WORK TO BE COMPLETED
Print exactly the first lines of the records. Stop after the line containing "Input: one rendered", and leave every picture out.

RECORDS SUPPLIED
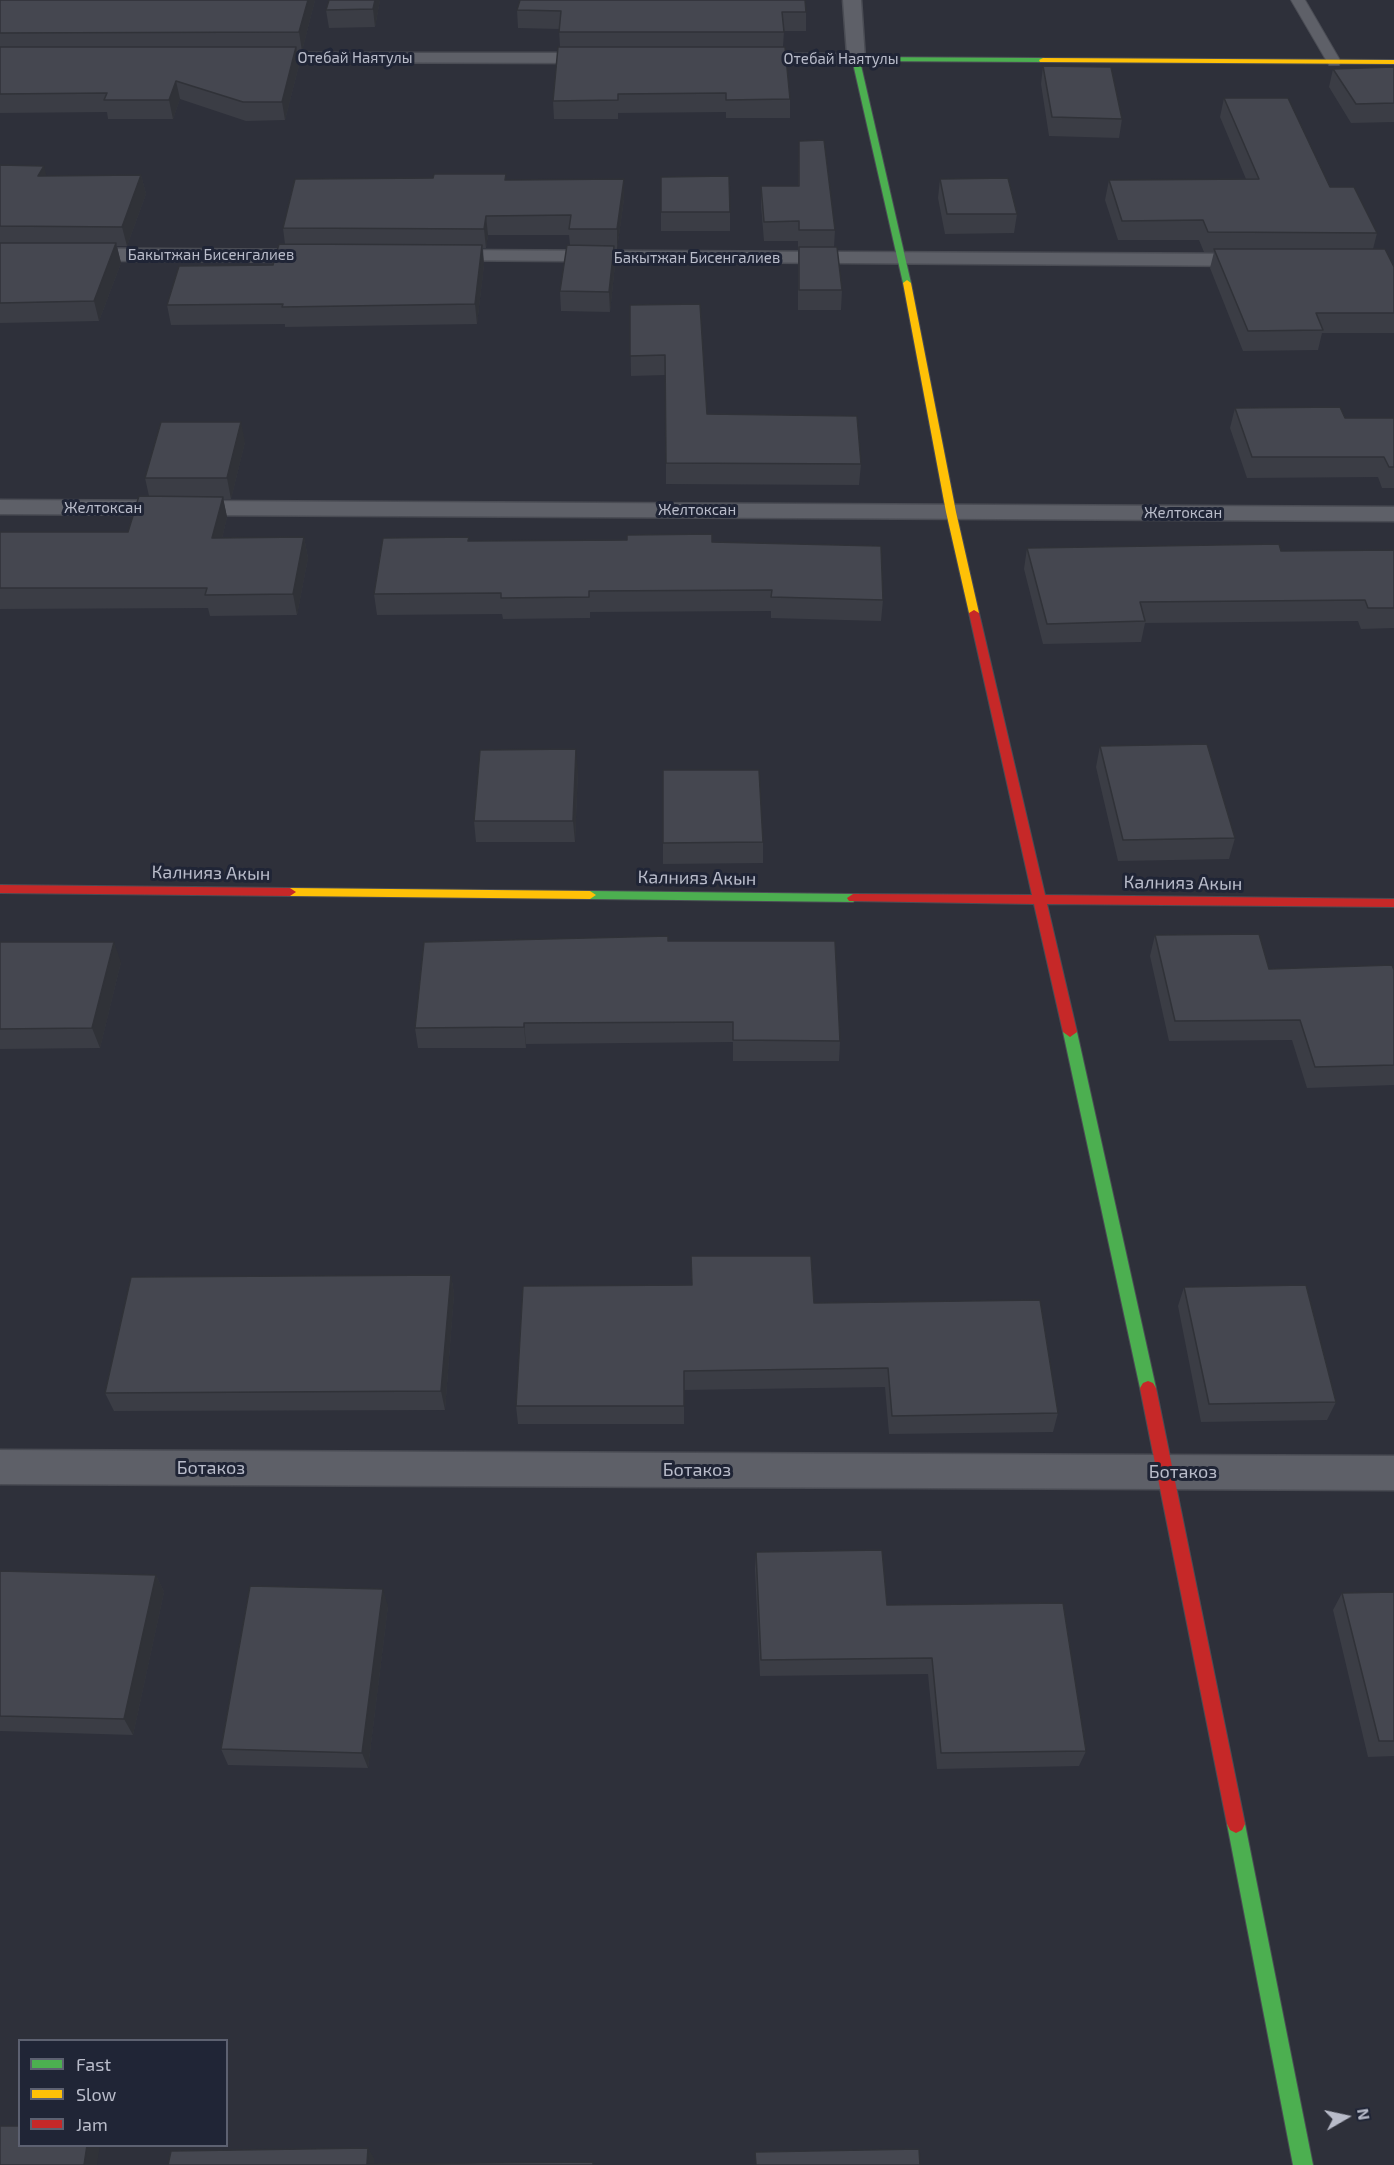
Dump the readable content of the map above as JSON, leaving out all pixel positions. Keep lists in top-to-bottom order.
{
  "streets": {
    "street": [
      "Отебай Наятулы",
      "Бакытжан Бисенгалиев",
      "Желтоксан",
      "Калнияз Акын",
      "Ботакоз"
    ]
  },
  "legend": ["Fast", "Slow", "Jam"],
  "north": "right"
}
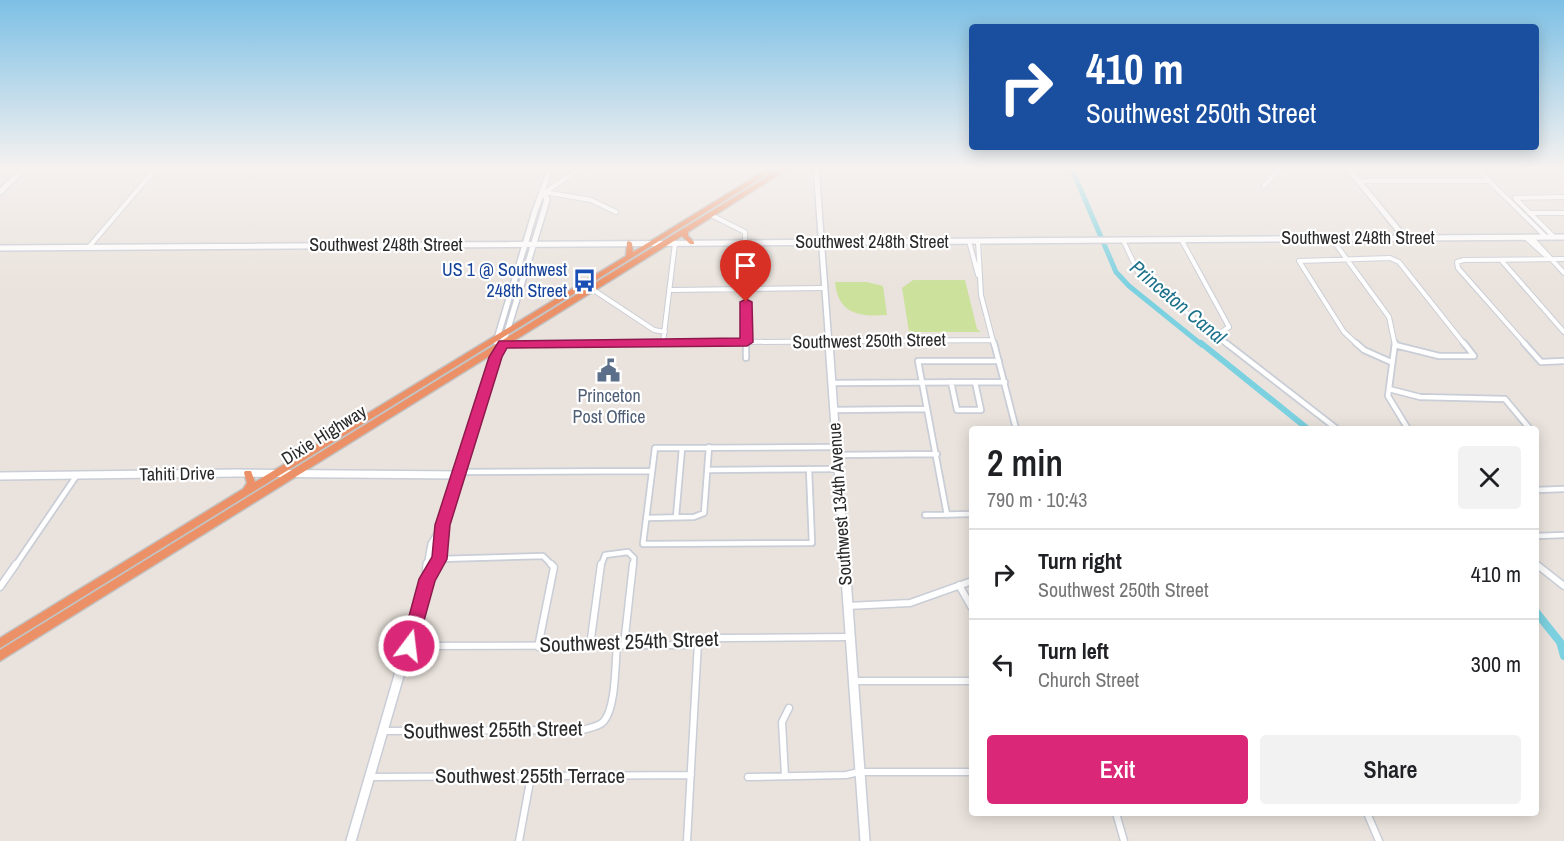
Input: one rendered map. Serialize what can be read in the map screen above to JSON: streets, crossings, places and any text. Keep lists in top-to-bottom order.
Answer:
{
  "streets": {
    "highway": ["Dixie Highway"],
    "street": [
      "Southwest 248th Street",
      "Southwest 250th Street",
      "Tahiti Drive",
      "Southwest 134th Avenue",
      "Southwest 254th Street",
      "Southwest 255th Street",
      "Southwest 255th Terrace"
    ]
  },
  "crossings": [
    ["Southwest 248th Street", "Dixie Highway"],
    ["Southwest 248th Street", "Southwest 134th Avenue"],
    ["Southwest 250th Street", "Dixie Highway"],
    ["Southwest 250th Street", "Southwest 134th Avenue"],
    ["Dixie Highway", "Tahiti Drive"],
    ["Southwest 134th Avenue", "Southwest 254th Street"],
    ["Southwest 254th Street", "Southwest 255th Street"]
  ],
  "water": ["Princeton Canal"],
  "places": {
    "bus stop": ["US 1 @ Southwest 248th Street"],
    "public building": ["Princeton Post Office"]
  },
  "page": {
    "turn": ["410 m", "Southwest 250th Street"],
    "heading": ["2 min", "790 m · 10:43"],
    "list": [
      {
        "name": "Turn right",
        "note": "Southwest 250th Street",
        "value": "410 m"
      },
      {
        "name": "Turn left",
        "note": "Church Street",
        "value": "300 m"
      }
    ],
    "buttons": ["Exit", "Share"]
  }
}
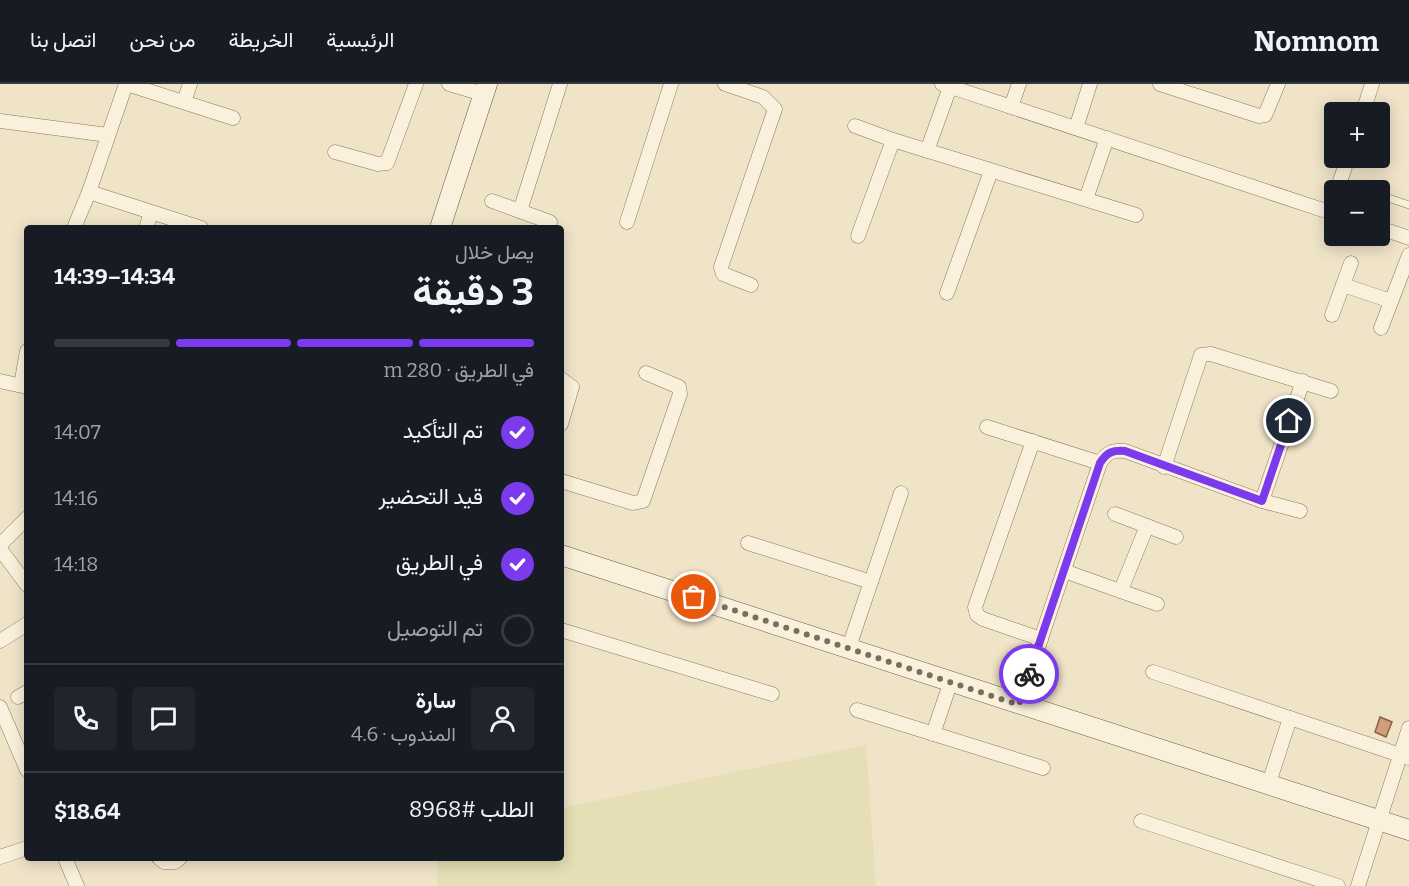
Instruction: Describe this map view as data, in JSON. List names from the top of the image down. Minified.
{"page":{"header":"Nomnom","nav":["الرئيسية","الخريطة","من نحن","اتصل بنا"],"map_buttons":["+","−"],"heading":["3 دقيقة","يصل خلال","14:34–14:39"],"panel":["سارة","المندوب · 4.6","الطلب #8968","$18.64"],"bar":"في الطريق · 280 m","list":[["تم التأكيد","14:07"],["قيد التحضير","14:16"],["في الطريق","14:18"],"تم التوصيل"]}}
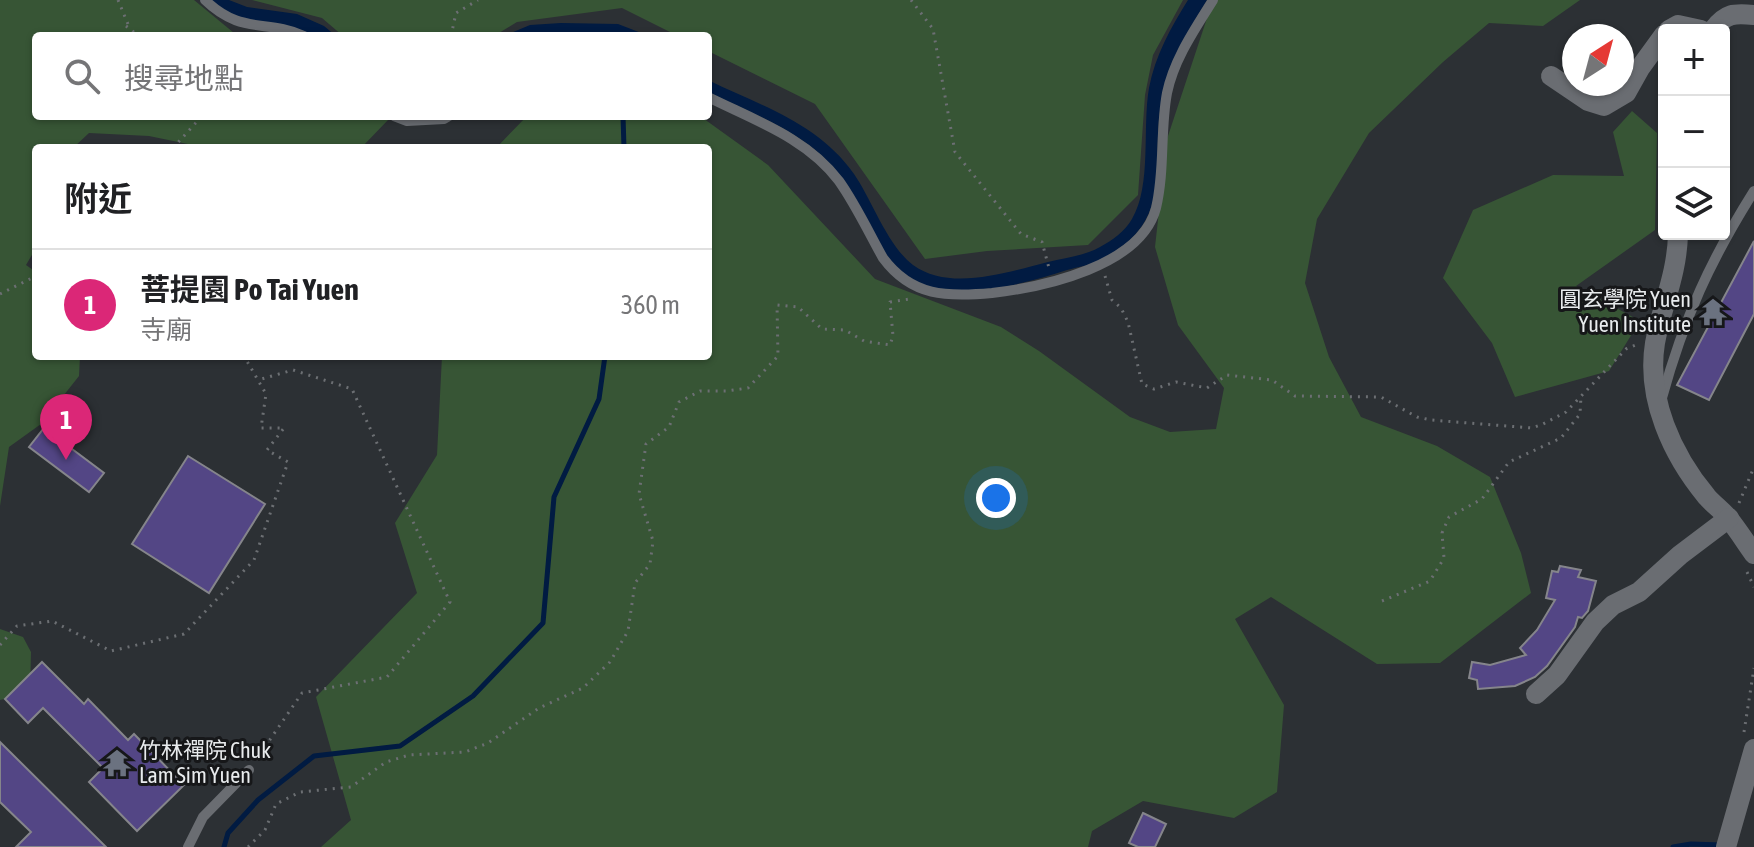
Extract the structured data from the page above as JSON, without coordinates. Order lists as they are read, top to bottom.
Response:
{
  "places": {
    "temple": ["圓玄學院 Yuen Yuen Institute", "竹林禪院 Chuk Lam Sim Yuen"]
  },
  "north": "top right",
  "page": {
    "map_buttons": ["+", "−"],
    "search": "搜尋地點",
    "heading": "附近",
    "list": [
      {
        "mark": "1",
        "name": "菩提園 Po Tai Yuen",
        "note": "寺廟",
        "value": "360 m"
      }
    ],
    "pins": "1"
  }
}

FINAL ANSWER
Dump the readable content of the map above as JSON, leaving out all pixel positions. Keep lists in top-to-bottom order.
{
  "streets": {
    "street": [
      "Отебай Наятулы",
      "Бакытжан Бисенгалиев",
      "Желтоксан",
      "Калнияз Акын",
      "Ботакоз"
    ]
  },
  "legend": ["Fast", "Slow", "Jam"],
  "north": "right"
}
Input: one rendered map. Serialize what can be read in the map screen above to JSON: streets, crossings, places and any text. Keep lists in top-to-bottom order.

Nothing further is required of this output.